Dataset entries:
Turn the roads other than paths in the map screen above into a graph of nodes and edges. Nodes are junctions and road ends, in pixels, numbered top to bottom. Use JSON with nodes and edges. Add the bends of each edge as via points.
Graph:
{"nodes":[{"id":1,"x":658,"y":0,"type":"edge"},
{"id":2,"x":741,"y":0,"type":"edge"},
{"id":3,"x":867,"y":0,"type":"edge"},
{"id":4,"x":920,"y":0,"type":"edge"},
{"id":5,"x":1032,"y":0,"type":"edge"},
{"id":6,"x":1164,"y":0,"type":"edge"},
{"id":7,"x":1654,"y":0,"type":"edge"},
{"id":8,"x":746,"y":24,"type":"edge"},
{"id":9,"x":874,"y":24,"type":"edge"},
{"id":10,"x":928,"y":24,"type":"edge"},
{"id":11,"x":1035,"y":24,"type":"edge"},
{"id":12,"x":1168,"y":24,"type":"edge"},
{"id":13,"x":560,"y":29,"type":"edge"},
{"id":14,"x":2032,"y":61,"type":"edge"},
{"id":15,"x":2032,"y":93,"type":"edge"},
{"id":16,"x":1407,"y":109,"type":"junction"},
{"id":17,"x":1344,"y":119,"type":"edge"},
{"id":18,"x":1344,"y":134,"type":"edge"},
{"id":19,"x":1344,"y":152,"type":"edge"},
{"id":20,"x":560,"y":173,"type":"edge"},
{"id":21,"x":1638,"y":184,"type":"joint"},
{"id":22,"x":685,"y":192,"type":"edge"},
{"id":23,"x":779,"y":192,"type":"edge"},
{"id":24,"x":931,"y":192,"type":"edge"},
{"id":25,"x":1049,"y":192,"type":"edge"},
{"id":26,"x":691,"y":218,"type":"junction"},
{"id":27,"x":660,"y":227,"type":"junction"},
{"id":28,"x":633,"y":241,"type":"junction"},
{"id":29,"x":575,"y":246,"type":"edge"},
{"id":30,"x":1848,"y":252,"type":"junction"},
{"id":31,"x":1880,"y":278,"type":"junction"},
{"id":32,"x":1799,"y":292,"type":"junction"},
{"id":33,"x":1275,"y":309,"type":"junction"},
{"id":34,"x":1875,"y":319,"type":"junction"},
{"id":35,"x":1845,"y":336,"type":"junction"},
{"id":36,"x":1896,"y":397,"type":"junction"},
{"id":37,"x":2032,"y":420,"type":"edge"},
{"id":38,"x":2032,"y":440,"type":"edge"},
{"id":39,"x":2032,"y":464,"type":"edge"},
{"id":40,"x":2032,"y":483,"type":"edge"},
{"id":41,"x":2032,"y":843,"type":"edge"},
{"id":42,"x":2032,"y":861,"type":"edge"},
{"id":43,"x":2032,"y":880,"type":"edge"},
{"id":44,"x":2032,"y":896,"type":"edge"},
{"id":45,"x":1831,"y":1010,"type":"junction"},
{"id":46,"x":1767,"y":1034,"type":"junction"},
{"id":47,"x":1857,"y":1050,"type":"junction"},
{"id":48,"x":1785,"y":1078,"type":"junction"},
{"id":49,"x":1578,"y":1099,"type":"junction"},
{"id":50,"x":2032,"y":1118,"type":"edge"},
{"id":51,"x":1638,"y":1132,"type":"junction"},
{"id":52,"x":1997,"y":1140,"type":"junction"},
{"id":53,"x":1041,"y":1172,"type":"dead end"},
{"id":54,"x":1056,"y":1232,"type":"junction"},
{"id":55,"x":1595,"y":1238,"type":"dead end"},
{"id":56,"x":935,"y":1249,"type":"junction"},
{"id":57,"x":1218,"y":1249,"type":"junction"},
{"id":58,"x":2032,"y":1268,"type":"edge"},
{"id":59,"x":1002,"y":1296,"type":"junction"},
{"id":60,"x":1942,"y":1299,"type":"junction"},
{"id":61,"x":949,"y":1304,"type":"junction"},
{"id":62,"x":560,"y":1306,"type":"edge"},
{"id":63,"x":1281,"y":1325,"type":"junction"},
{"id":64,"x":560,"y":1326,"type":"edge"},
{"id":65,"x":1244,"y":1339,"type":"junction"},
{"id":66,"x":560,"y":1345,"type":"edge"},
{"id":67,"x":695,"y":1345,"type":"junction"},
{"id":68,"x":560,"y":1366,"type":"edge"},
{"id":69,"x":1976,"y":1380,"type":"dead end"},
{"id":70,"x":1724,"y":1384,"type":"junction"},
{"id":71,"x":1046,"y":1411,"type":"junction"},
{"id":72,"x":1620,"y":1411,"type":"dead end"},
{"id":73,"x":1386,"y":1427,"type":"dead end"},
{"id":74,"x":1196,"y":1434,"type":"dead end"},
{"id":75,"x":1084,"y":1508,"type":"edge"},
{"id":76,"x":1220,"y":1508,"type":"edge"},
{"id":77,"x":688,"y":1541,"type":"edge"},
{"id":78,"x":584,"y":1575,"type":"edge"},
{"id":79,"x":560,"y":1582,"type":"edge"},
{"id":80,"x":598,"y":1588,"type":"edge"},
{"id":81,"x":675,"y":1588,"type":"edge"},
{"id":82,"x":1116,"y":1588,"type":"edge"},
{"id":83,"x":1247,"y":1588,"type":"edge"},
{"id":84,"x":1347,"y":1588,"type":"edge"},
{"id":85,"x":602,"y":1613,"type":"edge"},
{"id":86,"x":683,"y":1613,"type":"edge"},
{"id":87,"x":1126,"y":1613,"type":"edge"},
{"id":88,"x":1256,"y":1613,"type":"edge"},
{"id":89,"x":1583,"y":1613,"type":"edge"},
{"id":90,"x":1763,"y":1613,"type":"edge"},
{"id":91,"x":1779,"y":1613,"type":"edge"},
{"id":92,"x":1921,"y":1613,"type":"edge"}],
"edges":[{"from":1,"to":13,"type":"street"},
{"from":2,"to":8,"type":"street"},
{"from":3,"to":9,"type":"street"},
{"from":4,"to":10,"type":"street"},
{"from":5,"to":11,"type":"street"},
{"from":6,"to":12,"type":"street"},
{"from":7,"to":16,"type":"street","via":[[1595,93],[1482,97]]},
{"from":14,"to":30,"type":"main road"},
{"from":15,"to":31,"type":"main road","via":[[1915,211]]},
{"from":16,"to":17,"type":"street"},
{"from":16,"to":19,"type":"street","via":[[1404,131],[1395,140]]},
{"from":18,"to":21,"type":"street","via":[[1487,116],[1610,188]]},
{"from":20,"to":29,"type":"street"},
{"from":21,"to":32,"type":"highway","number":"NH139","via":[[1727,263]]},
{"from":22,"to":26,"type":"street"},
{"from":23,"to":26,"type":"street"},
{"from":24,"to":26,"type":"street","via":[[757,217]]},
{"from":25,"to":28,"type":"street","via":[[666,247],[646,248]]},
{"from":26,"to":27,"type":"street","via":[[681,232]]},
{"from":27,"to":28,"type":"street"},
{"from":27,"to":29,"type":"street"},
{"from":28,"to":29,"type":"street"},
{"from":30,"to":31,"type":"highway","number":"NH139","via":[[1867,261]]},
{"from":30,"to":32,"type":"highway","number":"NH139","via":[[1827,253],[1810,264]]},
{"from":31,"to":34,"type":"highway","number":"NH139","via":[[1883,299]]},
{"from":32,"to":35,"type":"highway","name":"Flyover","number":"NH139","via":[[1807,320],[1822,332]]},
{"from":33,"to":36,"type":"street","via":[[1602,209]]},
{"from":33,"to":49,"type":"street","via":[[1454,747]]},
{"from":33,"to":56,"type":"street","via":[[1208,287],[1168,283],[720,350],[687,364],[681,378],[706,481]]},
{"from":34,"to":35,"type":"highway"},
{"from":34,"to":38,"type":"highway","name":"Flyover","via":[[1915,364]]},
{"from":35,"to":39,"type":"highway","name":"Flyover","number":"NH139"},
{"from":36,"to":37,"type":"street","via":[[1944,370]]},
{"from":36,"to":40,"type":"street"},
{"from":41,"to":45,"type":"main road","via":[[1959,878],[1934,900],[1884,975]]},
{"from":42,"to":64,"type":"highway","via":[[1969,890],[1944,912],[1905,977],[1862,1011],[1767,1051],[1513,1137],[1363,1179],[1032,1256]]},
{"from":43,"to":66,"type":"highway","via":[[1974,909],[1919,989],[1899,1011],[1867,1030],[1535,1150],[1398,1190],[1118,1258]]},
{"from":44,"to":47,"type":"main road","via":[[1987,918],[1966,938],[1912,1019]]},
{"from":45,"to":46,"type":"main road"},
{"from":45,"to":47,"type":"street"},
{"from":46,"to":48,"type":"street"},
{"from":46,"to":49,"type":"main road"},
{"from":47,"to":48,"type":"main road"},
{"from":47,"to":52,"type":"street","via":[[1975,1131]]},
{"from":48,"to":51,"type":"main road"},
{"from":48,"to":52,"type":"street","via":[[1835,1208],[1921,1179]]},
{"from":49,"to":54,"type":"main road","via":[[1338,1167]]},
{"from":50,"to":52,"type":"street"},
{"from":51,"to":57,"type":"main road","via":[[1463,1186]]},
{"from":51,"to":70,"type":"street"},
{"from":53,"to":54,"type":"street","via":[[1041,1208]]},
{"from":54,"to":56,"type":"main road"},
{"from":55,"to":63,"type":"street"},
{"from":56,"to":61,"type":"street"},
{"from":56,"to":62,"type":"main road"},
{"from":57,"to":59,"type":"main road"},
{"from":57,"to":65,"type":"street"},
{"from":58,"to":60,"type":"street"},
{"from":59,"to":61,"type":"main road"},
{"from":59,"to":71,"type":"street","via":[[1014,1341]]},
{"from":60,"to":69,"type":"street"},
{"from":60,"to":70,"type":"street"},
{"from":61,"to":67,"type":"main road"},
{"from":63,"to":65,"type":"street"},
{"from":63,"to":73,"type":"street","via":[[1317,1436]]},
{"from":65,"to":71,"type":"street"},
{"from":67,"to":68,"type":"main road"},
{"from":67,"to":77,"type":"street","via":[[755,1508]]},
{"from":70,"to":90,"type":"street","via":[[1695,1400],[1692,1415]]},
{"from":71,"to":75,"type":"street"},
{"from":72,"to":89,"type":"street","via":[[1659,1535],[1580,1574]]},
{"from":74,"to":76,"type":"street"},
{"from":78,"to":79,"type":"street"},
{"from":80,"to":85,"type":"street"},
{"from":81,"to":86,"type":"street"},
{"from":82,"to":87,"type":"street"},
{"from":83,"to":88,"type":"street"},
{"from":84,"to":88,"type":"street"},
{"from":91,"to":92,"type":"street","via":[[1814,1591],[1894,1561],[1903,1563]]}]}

**Task details**
Show a copy of each line from the data that includes the word "name".

**Output below**
{"from":32,"to":35,"type":"highway","name":"Flyover","number":"NH139","via":[[1807,320],[1822,332]]},
{"from":34,"to":38,"type":"highway","name":"Flyover","via":[[1915,364]]},
{"from":35,"to":39,"type":"highway","name":"Flyover","number":"NH139"},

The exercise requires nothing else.